Körpereigener Jungbrunnen

Das Mikrobiom im Darm produziert jedoch auch Stoffe, die für die Gesundheit der Blutgefäße von Vorteil sind. Kurzkettige Fettsäuren wie Acetat, die durch Fermentation von Nahrungsfasern und Polysacchariden im Darm entstehen, wirken als natürliche Verjüngungsmittel. In In-vitro-Versuchen konnte die Forschungsgruppe zeigen, dass die Zugabe von Natriumacetat die Funktion von gealterten Endothelzellen wiederherstellen kann. In der Analyse der Darmbakterien stellten sie fest, dass die Anzahl Bakterien, die solche Verjüngungsmittel produzieren, im Alter schwindet.

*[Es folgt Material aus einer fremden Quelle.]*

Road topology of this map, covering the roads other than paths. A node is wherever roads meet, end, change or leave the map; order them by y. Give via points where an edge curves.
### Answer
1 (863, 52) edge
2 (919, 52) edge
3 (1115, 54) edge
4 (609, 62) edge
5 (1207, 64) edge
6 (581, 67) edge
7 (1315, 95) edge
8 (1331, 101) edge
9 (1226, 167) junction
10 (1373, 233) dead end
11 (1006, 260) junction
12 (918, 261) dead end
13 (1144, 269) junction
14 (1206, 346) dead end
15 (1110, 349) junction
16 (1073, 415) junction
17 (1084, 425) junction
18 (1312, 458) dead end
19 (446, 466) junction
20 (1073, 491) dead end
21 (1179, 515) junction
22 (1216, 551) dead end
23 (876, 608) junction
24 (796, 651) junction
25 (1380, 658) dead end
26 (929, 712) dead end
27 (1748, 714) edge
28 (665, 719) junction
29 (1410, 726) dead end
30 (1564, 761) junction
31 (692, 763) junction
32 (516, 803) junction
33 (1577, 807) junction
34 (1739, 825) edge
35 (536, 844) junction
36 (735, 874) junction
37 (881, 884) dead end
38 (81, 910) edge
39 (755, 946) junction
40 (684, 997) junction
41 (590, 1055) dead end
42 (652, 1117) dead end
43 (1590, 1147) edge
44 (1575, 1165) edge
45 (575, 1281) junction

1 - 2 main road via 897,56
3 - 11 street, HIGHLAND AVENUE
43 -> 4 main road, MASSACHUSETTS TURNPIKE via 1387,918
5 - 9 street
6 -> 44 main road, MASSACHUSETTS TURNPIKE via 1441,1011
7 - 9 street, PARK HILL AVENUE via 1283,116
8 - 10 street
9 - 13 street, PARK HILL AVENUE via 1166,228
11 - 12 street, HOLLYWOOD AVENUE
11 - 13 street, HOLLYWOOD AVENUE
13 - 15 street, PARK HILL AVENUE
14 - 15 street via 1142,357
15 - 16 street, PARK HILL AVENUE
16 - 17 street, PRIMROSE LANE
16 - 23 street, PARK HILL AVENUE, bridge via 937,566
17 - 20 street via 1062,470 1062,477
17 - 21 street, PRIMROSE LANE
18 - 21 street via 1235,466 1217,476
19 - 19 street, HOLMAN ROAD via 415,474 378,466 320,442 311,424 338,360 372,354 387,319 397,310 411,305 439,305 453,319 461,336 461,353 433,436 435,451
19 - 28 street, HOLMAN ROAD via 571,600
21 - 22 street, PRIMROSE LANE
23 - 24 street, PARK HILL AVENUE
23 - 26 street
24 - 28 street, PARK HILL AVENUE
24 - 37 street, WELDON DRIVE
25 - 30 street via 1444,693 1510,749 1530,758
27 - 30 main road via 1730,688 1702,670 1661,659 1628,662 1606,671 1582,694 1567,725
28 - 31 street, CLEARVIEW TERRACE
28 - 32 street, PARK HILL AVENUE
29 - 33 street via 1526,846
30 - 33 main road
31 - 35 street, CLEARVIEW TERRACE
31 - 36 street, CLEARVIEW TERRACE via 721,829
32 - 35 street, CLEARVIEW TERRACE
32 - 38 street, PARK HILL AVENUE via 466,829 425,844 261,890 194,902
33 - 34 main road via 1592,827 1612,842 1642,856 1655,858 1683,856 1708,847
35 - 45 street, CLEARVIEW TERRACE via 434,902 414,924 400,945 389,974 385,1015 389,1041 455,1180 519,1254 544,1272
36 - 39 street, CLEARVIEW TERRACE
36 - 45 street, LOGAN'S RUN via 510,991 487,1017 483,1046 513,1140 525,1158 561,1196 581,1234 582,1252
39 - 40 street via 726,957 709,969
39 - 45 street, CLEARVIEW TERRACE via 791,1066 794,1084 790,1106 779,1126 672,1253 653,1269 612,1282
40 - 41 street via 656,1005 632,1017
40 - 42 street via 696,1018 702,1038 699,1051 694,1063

„Der Alterungsprozess des Herzkreislaufsystems lässt sich somit über das Mikrobiom regulieren“, fasst Saeedi zusammen. Der Pharmakologe und sein Team untersuchen nun, welche Ernährung das komplexe Zusammenspiel zwischen Bakterien und Mensch positiv beeinflussen kann. Ballaststoffe und Nahrungsmittel mit antioxidativen und entzündungshemmenden Eigenschaften kurbeln den körpereigenen Jungbrunnen an. Der Verzehr von Phenylalanin-reichen Lebensmitteln und Getränken wie rotem Fleisch, Milchprodukten und einigen künstlichen Süßstoffen sollte hingegen eingeschränkt werden, um die Gefäßalterung zu verlangsamen. Die Forschenden arbeiten zudem an Möglichkeiten zur medikamentösen Senkung von Phenylessigsäure im Körper. Erste Versuche, die Entstehung von Phenylessigsäure mit Hilfe von gentechnisch veränderten Bakterien einzudämmen, waren vielversprechend.